**RECORDS PROVIDED:**
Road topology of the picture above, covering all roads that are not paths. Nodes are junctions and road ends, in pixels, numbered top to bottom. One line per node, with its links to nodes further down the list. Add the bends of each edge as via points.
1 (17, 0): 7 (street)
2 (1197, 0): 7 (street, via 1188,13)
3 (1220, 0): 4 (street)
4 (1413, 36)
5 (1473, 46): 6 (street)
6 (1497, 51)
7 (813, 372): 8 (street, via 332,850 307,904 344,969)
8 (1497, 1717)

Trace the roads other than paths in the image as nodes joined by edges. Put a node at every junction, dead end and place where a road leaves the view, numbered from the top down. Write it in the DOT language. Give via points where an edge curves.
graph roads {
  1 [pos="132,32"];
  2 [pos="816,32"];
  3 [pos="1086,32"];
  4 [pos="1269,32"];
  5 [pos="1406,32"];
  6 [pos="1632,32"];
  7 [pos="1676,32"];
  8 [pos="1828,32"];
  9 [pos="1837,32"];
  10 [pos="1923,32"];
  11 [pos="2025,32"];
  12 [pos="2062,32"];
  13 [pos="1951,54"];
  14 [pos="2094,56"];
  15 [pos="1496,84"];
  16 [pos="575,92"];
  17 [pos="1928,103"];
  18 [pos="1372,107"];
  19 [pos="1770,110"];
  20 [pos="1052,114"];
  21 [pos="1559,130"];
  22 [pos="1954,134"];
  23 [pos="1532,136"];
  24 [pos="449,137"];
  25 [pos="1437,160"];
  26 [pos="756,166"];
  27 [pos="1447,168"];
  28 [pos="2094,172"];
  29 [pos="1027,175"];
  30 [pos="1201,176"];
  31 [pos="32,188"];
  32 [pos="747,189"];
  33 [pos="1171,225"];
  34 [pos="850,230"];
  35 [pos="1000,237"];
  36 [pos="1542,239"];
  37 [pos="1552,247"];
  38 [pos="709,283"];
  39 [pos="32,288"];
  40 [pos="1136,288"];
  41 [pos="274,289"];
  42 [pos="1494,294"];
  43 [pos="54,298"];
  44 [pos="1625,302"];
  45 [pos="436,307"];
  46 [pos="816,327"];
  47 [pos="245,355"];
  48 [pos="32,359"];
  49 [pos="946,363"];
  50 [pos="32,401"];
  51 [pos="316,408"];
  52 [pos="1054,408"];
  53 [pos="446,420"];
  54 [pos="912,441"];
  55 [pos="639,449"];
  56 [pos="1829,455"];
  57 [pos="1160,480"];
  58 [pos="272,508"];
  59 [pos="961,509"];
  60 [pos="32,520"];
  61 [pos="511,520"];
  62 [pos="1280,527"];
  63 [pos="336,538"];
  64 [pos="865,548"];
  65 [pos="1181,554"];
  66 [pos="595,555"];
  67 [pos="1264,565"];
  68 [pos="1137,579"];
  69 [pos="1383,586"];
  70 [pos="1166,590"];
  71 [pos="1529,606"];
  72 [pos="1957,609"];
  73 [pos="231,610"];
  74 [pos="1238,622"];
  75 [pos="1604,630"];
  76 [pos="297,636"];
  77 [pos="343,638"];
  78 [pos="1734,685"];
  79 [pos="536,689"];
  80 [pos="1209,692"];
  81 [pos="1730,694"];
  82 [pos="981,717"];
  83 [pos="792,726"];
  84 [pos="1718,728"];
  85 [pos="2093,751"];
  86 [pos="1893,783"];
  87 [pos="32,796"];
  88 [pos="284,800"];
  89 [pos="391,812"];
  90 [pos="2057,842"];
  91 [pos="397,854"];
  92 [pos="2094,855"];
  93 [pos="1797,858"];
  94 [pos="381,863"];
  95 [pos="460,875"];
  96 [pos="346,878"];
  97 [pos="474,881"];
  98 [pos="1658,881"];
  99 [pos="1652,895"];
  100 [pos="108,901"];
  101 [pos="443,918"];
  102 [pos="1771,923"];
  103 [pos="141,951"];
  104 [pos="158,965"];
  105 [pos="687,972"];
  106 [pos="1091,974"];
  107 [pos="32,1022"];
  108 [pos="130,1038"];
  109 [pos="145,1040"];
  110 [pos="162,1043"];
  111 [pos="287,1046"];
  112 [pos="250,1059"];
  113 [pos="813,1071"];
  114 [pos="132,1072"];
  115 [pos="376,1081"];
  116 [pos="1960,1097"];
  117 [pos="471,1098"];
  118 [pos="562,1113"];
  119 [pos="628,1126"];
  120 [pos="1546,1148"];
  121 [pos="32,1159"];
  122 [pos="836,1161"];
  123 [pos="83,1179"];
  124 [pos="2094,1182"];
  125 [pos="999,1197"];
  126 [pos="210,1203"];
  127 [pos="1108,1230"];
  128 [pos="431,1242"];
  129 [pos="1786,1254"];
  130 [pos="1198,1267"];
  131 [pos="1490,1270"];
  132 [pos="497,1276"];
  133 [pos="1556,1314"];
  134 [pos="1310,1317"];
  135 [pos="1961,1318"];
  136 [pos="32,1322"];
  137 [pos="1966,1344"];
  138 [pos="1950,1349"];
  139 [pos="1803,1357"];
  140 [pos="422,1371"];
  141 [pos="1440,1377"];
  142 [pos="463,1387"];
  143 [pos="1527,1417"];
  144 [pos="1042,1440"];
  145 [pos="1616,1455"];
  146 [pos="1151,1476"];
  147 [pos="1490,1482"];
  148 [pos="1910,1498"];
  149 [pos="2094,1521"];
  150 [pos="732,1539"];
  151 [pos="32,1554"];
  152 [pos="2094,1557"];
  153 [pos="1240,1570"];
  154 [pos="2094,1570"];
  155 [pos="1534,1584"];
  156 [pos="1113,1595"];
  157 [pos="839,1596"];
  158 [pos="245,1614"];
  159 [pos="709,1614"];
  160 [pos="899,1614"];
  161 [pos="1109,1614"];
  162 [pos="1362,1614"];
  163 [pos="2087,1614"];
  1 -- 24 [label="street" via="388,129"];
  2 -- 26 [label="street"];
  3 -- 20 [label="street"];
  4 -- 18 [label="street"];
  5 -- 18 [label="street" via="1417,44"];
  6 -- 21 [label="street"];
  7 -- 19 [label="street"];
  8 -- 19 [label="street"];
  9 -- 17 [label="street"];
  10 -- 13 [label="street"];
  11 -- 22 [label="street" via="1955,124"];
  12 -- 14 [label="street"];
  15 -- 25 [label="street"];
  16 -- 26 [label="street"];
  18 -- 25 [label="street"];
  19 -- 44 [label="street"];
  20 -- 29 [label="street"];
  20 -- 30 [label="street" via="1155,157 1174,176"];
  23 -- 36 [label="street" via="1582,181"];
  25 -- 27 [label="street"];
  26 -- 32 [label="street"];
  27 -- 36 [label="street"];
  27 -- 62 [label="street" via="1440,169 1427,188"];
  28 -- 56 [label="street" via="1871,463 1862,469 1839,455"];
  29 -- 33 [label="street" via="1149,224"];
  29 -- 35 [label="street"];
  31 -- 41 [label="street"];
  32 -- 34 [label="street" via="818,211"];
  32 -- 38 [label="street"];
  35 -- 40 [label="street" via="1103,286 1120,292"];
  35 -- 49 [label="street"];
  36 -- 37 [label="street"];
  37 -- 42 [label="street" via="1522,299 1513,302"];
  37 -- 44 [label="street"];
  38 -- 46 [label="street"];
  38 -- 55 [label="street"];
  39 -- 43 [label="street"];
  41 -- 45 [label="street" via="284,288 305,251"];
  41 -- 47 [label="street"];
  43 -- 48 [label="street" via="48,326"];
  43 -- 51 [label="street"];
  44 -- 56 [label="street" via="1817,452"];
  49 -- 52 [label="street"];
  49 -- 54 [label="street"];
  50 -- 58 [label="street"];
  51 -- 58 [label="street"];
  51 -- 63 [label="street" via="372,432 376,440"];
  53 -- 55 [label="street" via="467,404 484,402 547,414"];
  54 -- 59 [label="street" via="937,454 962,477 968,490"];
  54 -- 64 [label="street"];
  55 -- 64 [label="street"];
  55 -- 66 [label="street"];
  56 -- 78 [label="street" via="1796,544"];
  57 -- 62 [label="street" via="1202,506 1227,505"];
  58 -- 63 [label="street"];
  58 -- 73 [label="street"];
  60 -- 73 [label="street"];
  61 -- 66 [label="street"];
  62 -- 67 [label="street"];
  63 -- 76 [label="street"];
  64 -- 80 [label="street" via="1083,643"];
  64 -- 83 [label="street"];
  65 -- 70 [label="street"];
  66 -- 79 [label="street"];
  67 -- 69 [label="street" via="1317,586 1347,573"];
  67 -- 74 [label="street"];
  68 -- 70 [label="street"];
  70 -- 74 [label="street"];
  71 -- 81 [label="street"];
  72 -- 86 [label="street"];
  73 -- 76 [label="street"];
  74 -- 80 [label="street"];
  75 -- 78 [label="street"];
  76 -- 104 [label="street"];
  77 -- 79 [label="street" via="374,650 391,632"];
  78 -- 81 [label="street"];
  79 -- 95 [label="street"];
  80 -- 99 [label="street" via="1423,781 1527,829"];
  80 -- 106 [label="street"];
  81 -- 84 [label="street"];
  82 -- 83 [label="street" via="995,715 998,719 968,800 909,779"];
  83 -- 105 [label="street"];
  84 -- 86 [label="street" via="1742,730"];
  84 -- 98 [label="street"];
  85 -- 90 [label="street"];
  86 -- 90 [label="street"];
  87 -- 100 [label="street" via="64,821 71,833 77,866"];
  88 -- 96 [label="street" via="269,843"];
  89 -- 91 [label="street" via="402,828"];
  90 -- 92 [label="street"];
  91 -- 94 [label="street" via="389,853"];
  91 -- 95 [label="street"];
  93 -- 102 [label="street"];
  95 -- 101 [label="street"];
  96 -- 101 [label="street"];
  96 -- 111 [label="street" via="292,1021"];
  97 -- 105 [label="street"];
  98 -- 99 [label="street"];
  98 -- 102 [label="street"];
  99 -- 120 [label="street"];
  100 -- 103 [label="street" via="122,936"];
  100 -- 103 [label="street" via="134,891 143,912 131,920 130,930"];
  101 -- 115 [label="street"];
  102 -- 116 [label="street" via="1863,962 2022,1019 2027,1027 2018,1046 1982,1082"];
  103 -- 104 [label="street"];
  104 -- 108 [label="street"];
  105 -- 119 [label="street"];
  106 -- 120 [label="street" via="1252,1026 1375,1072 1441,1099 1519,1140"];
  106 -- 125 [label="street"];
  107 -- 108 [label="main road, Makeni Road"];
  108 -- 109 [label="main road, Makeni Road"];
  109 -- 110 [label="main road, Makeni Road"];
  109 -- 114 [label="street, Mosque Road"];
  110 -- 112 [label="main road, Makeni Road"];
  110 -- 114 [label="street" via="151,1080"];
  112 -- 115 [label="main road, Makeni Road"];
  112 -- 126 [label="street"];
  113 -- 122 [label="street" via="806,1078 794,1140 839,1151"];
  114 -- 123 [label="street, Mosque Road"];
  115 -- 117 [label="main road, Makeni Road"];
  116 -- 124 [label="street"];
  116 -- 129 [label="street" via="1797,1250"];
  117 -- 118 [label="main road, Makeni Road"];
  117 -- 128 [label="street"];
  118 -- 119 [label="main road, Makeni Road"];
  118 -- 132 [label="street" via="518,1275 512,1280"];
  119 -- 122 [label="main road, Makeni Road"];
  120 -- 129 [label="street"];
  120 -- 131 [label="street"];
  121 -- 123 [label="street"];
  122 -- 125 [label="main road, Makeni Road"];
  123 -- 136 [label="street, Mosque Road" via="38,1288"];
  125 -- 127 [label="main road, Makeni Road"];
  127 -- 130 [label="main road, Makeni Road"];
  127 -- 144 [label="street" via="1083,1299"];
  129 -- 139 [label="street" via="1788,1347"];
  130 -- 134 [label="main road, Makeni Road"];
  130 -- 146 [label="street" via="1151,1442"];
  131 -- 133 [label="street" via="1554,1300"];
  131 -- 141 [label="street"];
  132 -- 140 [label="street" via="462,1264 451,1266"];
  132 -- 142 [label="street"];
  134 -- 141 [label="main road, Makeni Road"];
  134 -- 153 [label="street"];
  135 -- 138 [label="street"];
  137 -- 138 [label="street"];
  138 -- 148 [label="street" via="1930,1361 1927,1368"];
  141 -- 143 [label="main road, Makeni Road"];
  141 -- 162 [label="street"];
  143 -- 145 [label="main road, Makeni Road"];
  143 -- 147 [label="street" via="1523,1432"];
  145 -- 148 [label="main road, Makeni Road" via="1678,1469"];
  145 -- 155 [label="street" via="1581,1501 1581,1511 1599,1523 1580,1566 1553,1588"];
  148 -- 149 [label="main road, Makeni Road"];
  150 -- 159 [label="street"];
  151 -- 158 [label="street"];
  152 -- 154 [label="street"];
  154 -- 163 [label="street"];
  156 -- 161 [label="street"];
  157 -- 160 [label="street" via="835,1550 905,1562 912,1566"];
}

**WORK TO COMPLETE:** Considering only lines that contain the word "Mosque", say how many there are in the data, with no other text.

**TASK ANSWER:** 3